Government Accountability Office (GAO)

Medicare national coverage determinations are generally timely but improvements are needed, the GAO has concluded after a recent audit.  Learn more about the GAO’s findings and its recommendations from this GAO report.

Stakeholder Events

CDC – Providers Call on Drug-Resistant Candida (Yeast) Infections – September 18

The CDC will share current evidence demonstrating the increase in antifungal resistance among C. auris and C. parapsilosis and discuss recommendations for testing and treatment during a webinar on Thursday, September 18 at 2:00 (eastern).  Learn more about the issue, the webinar’s objectives, continuing education credits, and how to participate from this CDC notice.

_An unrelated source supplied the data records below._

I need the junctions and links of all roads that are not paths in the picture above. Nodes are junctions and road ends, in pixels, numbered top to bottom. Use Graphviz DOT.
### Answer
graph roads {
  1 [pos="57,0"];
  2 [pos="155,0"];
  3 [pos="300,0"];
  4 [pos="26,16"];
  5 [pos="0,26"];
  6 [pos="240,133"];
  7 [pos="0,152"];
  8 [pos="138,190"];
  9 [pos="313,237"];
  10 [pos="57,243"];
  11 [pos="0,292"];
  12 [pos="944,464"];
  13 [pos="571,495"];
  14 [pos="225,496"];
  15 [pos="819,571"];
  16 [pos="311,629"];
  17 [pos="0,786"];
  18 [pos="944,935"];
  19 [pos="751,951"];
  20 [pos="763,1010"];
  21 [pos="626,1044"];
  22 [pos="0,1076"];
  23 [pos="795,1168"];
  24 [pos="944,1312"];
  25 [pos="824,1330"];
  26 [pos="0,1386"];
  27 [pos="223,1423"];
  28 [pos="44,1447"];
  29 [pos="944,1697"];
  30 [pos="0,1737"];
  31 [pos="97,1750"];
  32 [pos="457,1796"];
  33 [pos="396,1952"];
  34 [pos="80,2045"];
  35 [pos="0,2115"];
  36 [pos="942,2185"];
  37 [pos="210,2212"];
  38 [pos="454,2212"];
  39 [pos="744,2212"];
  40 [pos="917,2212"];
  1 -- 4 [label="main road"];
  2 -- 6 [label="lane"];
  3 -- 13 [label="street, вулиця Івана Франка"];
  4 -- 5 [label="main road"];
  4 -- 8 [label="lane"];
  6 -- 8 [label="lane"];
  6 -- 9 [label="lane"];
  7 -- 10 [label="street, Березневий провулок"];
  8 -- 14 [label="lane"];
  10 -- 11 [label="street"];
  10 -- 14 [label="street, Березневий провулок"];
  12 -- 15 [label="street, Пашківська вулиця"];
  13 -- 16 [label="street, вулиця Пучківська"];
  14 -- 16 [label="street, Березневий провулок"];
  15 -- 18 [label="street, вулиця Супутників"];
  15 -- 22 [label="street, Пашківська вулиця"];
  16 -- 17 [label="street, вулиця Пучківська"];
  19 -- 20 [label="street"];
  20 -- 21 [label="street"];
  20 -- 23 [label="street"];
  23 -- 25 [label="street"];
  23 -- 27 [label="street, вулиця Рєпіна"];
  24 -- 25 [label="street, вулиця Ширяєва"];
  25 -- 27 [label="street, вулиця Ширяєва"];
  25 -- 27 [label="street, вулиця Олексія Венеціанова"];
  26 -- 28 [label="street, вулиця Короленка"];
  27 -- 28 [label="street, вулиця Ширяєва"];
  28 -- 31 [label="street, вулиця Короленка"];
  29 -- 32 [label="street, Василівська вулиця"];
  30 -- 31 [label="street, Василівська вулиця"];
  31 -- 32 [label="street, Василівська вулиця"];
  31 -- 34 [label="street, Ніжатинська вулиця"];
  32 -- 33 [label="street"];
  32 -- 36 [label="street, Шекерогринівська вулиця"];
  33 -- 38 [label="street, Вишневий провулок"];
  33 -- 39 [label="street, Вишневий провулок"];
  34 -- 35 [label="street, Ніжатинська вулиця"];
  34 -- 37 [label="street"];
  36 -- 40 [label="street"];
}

MACPAC – Commissioners Meeting – September 18-19

MACPAC’s commissioners will hold their next public meeting virtually on Thursday, September 18 and Friday, September 19.  Go here to register to participate.

HHS Office of Minority Health – September 18 and 25

HHS’s Office of Minority Health will hold a two-part webinar on sickle cell disease.  Part 1, on clinical trials and transformative therapies, will be held on Thursday, September 18 at 1:00 (eastern).  Part 2, on innovations and advances in sickle cell disease gene therapies, will be held on Thursday, September 25 at 2:00 (eastern).  Learn more about the webinars and how to register to participate from this Office of Minority Health notice.

Agency for Healthcare Research and Quality – Prepping for the Future: Digital Solutions for Aging Populations Webinar – October 8

HHS’s Agency for Healthcare Research and Quality (AHRQ) will hold a webinar on digital solutions for aging populations on Wednesday, October 8 at 2:30 (eastern).  Presenters will discuss how tools such as remote monitoring, telehealth, and personalized health apps are transforming care for older adults by enabling timely interventions, improving access, and supporting independence and can help improve health outcomes, overcome adoption barriers, and ensure older adults benefit from accessible, user-friendly, and effective digital solutions.  Go here to register to participate and for additional information about the webinar and continuing education credits for a variety of health care professionals.

MedPAC – Commissioners Meeting – October 9-10

MedPAC’s commissioners will hold their next public meeting virtually on Thursday, October 9 and Friday, October 10.  An agenda and registration information are not yet available but when they are they will be posted here.